The Dutch manager has announced that the team leadership share his views regarding the team's slump and he has no intention of discarding their offensive approach in search of a solution. The head coach admitted that six losses in seven matches was not good enough ahead of Saturday's match against Aston Villa.
The manager acknowledged the expectations were high before his makeshift team suffered Carabao Cup elimination against Crystal Palace. However, he insisted that this need to reverse the decline is not coming from the Anfield hierarchy or executive leadership following a summer transfer outlay of approximately £450 million.
"We share common perspectives," remarked Slot, whose squad will encounter Los Blancos in the Champions League and travel to the Citizens in the domestic competition.
The coach is convinced his team "possess an exceptional group if they are completely available and all ready for the fixture list". He said that the transfer window acquisitions in talents including Florian Wirtz and Alexander Isak, who is expected to be sidelined again against Aston Villa through injury, had left the club "in such a good place for the near future and the years to come".

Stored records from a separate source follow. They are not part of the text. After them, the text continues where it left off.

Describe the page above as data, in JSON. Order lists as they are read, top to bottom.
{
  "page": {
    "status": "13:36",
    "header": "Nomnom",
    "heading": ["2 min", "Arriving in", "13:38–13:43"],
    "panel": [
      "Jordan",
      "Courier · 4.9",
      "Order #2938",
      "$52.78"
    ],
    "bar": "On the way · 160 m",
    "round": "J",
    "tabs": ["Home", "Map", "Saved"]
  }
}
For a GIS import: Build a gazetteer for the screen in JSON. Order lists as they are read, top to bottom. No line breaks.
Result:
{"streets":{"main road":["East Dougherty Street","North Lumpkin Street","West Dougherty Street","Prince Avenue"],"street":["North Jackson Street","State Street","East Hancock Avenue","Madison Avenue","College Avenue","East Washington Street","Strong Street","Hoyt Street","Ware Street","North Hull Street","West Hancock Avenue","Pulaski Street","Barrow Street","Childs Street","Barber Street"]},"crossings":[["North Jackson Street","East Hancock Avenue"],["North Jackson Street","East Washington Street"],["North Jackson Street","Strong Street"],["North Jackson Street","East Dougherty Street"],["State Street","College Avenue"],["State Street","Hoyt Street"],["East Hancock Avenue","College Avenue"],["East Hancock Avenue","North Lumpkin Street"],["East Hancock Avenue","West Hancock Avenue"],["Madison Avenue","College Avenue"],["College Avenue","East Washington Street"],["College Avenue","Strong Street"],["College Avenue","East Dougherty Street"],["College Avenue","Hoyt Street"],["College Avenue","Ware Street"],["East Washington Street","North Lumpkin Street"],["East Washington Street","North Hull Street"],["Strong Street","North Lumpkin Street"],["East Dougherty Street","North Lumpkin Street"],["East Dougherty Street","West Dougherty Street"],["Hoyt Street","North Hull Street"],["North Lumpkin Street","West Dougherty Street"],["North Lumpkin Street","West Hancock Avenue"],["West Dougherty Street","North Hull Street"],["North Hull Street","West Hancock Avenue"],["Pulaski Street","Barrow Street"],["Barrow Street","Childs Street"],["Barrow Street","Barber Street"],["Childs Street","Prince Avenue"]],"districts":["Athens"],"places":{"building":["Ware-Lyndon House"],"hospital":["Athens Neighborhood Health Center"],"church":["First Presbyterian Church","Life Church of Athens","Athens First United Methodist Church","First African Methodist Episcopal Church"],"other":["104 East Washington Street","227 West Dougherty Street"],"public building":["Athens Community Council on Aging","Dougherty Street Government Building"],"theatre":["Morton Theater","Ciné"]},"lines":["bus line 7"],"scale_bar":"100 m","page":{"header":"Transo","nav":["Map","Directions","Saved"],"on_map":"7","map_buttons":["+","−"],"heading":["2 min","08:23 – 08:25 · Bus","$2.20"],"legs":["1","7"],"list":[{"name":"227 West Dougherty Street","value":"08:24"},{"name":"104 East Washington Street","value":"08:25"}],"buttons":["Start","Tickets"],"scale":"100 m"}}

When questioned about why his team were taking so long to gel, he replied: "That's not particularly helpful. 'What are the reasons?' I provide reasons and people say I'm making justifications. I can come up with multiple factors why we are underperforming or experiencing losses as we do but, as I always emphasize, there are never enough excuses to have a results sequence as we had now."
Only the Clarets (twenty-one) have faced more big chances from normal situations this season than Slot's team (nineteen). The table-toppers, the North London club, have allowed just two. Yet Liverpool's coach rejects the champions have been too open and asserts there is no reason to abandon offensive philosophy for a defensive approach after ten fixtures without a shutout.
"From my perspective we don't giving up numerous openings so I see no justification to change our playing style totally but we need to do better in not conceding goals," he said.
"Against Manchester United, how many opportunities did we allow? Versus the German side when we were ahead by two goals, we hardly conceded a shot on target. In every match we have played so far we haven't allowed a many opportunities. Definitely not. We do allow a bit more than the prior term but that has to do with us being 1-0 down so you play more openly. But overall I don't feel that our problem is that we concede too many chances. Our issue is we are unable to finish the chances we create."